Give the number of lines in the records below that include "LEAL". Reply with that number alone.

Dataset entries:
((

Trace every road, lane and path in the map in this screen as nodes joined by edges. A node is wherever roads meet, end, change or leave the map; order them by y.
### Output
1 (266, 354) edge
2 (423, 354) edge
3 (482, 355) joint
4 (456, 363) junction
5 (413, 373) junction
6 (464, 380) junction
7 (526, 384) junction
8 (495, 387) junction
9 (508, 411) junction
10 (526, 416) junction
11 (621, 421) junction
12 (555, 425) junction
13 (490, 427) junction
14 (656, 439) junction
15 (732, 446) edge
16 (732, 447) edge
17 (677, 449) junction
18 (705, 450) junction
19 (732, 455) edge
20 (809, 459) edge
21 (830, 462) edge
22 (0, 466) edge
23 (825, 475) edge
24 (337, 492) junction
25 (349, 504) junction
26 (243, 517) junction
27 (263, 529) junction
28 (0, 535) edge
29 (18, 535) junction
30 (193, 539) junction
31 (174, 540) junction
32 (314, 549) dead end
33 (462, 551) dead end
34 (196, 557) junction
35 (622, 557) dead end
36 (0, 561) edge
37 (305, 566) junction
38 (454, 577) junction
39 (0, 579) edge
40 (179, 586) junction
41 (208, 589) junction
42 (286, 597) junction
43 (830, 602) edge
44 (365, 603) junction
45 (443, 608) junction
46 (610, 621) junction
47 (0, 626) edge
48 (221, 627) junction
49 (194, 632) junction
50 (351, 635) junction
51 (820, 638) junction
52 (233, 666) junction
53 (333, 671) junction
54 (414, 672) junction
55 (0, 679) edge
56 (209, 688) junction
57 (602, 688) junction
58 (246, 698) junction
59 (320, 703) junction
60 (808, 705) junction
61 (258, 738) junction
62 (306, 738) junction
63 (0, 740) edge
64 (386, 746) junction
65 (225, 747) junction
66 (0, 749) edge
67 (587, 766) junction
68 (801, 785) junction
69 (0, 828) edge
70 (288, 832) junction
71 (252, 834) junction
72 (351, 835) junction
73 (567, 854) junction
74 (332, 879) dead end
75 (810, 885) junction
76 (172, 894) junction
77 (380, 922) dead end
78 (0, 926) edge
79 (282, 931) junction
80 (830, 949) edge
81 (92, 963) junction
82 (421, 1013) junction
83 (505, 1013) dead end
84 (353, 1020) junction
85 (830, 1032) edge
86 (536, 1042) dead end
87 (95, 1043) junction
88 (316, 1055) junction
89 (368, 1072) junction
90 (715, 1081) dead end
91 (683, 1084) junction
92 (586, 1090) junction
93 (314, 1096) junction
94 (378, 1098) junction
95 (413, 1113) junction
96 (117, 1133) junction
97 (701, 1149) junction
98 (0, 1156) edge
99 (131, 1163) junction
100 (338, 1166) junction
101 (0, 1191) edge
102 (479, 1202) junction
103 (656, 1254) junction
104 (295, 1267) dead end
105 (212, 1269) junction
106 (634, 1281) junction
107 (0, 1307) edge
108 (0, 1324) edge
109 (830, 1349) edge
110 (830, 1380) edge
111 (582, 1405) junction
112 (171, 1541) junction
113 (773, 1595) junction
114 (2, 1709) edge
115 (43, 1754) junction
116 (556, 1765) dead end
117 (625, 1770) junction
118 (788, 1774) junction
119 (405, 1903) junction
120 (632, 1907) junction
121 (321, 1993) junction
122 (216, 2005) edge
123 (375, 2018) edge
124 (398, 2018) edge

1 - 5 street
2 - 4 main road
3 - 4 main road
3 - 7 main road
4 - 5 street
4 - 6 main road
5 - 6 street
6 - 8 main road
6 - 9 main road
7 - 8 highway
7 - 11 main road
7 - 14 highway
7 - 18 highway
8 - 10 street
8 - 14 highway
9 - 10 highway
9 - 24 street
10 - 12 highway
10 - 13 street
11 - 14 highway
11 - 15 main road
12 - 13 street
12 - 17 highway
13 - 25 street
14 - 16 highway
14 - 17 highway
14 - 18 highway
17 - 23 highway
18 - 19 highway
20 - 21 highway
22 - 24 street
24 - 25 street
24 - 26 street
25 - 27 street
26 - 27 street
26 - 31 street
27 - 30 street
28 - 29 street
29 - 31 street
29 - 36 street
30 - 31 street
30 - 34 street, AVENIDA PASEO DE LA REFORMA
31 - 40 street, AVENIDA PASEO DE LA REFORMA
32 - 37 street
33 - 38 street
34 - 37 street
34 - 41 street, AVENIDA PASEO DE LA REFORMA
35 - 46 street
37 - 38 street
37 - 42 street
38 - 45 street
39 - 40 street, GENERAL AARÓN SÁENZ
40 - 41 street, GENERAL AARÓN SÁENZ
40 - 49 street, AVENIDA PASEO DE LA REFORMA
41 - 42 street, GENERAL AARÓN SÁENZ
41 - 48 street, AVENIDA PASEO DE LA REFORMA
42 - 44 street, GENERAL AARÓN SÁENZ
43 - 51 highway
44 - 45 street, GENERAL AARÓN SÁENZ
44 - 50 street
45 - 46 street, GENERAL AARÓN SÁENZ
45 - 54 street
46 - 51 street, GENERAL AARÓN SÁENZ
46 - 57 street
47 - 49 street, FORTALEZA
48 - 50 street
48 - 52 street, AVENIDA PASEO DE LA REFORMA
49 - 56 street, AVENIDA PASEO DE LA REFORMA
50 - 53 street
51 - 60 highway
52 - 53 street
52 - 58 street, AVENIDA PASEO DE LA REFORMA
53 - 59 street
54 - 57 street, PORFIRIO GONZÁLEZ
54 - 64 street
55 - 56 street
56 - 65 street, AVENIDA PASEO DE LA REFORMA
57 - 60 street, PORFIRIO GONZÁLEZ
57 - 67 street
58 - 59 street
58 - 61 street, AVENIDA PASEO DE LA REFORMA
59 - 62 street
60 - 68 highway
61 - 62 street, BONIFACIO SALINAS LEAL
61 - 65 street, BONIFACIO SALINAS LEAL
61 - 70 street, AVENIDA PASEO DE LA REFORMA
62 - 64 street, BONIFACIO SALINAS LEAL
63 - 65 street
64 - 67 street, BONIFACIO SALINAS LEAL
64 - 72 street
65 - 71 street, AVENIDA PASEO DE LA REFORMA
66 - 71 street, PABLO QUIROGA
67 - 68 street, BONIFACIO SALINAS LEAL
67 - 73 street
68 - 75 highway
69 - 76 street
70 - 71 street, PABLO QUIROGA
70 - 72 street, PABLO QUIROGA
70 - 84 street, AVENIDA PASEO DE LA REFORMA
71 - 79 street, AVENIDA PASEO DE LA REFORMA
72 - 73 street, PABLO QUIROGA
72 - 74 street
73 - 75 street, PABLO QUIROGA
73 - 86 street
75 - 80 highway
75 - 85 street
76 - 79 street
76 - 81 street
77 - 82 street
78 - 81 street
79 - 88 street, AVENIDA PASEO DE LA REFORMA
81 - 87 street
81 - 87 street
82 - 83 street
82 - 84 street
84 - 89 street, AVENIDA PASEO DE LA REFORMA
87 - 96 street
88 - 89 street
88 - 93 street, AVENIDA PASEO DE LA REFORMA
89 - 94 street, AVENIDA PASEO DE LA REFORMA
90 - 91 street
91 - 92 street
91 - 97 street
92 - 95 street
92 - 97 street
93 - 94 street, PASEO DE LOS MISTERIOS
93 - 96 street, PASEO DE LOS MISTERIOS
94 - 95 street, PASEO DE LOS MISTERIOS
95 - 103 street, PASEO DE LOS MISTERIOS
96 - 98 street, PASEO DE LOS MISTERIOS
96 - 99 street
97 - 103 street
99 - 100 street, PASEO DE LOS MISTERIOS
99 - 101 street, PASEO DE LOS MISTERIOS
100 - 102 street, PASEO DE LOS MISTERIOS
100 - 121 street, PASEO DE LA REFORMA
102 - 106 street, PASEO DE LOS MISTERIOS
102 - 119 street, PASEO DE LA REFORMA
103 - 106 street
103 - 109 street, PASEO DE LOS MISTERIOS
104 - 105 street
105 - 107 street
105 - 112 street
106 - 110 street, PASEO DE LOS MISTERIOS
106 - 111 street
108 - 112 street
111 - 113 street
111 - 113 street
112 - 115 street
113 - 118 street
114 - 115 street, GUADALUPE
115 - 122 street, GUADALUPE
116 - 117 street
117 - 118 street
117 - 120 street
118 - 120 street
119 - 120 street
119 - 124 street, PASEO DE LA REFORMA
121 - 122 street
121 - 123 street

))

EXERCISE SOLUTION: 5